Um novo estudo científico realizado no Peru expõe uma realidade alarmante sobre a contaminação do seu altiplano.
Aparentemente, a bacia do lago Junín enfrenta níveis extremos de contaminação por metais pesados: em particular, arsênio, chumbo e cádmio.
Por isso, hoje o risco carcinogênico é de 100% para a população adulta e a exposição é crítica em crianças.
A pesquisa, publicada em Science of the Total Environment, analisou 211 amostras de solo ao redor do lago Junín (também conhecido como Chinchaycocha).
Este avaliou 14 metais pesados, metaloides e oligoelementos e alcançou resultados contundentes: 99% da área estudada apresenta níveis de contaminação de “muito altos” a “ultra altos“.
“São níveis de arsênio altíssimos, também de chumbo e cádmio“, explicou a SciDev.Net Samuel Pizarro, pesquisador da Direção de Serviços Estratégicos Agrários do Instituto Nacional de Inovação Agrária.
E alertou que estes estão “muito acima dos limiares aceitáveis” e “o risco cancerígeno somado é inadmissível”.

Peru: um ecossistema emblemático em perigo pela contaminação
O lago Junín está localizado a 4.100 metros acima do nível do mar e é a segunda maior massa de água do país.
A área abriga aproximadamente 50.000 pessoas entre áreas urbanas e rurais, e faz parte da Reserva Nacional de Junín.
No entanto, o impacto dessa contaminação se estende muito além. Segundo Pizarro, as águas do lago alimentam o rio Mantaro, que irriga vales agrícolas a jusante.
Por isso, o impacto dos metais pesados “alcança 1,3 milhões de pessoas porque parte das águas depois são usadas nos vales e em represas”, apontou o pesquisador.
As concentrações de arsênio, chumbo, cádmio e zinco superam os limiares ecológicos em mais de 100 vezes nas áreas agrícolas.
O estudo também destaca a presença significativa de cromo, elemento grave para a saúde humana.
Origem histórica da contaminação no Peru
Dennis Ccopi, coautor do trabalho, explicou que este ecossistema emblemático se tornou um “sumidouro de metais e metaloides” que se acumulam em água, sedimentos e solos de pastagem.
Isso afeta diretamente os alimentos e expõe as comunidades locais.
A fonte dessa contaminação provém de passivos ambientais de minas abandonadas há quase um século.

A tradição minera da região altoandina supera os 300 anos, somando-se à pecuária e urbanização atuais.
“Há um processo de bioacumulação porque os animais ao redor do lago consomem forragem contaminada”, acrescentou Pizarro, apontando que os metais pesados entram assim na cadeia alimentar.
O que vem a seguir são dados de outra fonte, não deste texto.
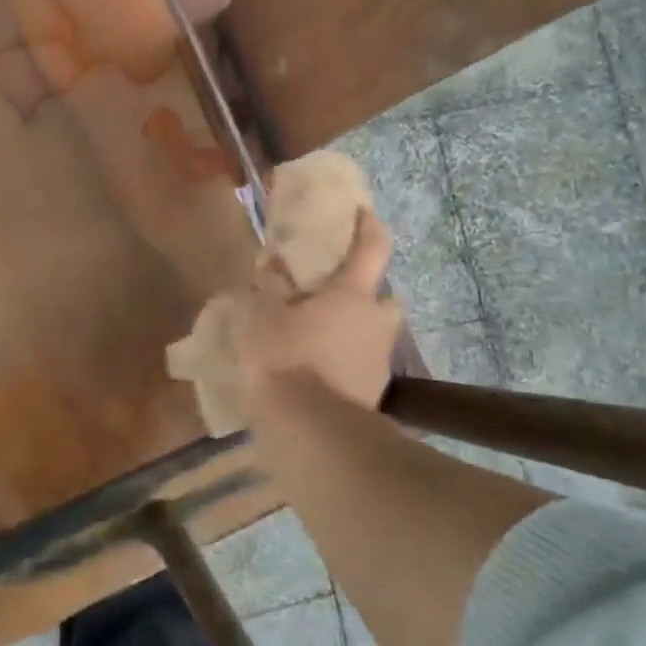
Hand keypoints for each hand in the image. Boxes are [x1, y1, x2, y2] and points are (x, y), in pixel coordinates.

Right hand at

Metodologia inovadora com inteligência artificial
O estudo foi realizado por pesquisadores do Instituto Nacional de Inovação Agrária do Peru e da Universidade Nacional Toribio Rodríguez de Mendoza. Uma de suas fortalezas é o uso de uma amostragem sistemática com grades ao redor do lago.
Os pesquisadores empregaram um modelo de machine learning com validação cruzada para assegurar a robustez dos dados.
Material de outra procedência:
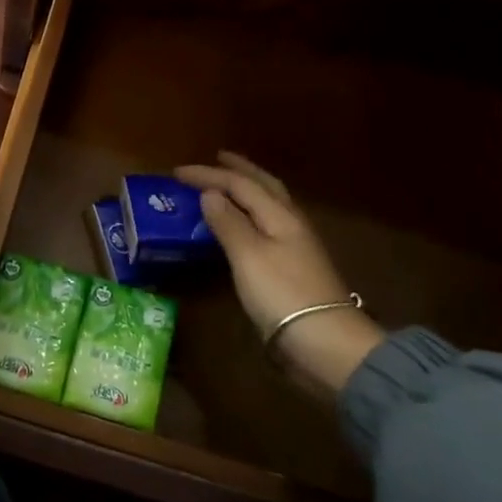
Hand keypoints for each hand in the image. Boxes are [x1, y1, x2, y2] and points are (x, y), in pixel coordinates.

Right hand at [175, 152, 384, 394]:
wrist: (324, 342)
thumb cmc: (282, 294)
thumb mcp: (248, 255)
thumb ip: (228, 222)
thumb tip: (210, 193)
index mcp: (280, 215)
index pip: (240, 184)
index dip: (208, 175)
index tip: (177, 172)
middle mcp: (290, 223)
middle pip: (264, 187)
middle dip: (239, 170)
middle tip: (217, 158)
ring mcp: (295, 246)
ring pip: (268, 206)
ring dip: (246, 190)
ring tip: (226, 186)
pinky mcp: (292, 268)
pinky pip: (266, 226)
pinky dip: (249, 215)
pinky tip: (241, 225)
“Essa concentração é comparada com variáveis ambientais a que se soma o cálculo de quantos dias a área está inundada”, detalhou Pizarro.
O sistema poderia ser aplicado em outras áreas similares.
Anna Heikkinen, pesquisadora da Universidade de Helsinki que não participou do estudo, confirmou que os resultados coincidem com achados na bacia do rio Mantaro e na região de Huaraz.
“A contaminação relacionada à mineração nos altos Andes do Peru representa um grave risco ecológico, socioeconômico e para a saúde da população local”, apontou.
Heikkinen espera que “as autoridades peruanas considerem seriamente este estudo para proteger o bem-estar da população local, dos animais e do meio ambiente”.